> _TASK INPUT_:
§ §
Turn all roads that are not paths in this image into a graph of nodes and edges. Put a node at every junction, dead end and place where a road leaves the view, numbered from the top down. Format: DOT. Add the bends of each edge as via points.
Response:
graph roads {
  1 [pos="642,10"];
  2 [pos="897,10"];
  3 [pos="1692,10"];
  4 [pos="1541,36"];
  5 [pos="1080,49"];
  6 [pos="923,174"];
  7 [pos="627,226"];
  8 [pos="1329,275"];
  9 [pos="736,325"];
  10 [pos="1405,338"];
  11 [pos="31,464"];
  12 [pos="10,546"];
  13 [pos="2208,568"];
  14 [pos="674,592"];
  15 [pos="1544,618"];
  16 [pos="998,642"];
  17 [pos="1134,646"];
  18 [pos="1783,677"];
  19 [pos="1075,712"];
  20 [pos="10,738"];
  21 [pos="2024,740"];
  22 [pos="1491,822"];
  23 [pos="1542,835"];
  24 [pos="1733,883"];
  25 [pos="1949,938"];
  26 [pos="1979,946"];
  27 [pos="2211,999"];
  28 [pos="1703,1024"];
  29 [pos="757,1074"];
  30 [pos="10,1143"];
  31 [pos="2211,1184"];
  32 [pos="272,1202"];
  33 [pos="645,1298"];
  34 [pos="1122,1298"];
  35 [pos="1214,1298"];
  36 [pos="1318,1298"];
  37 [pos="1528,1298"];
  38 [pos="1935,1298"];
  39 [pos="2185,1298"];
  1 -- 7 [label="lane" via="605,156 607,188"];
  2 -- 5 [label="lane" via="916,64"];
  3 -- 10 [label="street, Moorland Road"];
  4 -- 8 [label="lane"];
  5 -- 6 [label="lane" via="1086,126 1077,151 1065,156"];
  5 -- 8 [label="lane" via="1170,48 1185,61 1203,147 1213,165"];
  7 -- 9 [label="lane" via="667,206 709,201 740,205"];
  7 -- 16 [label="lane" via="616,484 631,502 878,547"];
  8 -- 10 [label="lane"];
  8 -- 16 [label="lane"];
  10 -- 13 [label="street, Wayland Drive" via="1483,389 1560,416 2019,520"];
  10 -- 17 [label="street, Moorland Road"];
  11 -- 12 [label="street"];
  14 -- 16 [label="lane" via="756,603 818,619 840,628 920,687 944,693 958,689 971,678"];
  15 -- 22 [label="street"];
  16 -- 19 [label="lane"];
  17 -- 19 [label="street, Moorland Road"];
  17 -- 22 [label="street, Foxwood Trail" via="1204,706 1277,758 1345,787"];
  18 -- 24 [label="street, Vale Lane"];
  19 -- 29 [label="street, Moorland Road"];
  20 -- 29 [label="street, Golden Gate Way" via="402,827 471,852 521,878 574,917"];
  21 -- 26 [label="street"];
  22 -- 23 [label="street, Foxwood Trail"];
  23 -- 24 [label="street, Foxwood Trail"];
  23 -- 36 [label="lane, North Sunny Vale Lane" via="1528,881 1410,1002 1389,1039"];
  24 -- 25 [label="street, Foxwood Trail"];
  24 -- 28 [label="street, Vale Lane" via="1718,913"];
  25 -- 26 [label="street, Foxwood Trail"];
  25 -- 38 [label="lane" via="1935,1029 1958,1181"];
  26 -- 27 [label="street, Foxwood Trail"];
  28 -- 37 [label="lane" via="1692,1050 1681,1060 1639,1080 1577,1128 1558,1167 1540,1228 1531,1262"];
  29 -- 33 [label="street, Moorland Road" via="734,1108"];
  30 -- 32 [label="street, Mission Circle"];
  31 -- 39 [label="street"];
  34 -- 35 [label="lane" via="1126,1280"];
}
§ §
> _EXERCISE OBJECTIVE_:
Scan the listing for the string "Moorland", then copy every line where it appears.

> _WORKED SOLUTION_:
  3 -- 10 [label="street, Moorland Road"];
  10 -- 17 [label="street, Moorland Road"];
  17 -- 19 [label="street, Moorland Road"];
  19 -- 29 [label="street, Moorland Road"];
  29 -- 33 [label="street, Moorland Road" via="734,1108"];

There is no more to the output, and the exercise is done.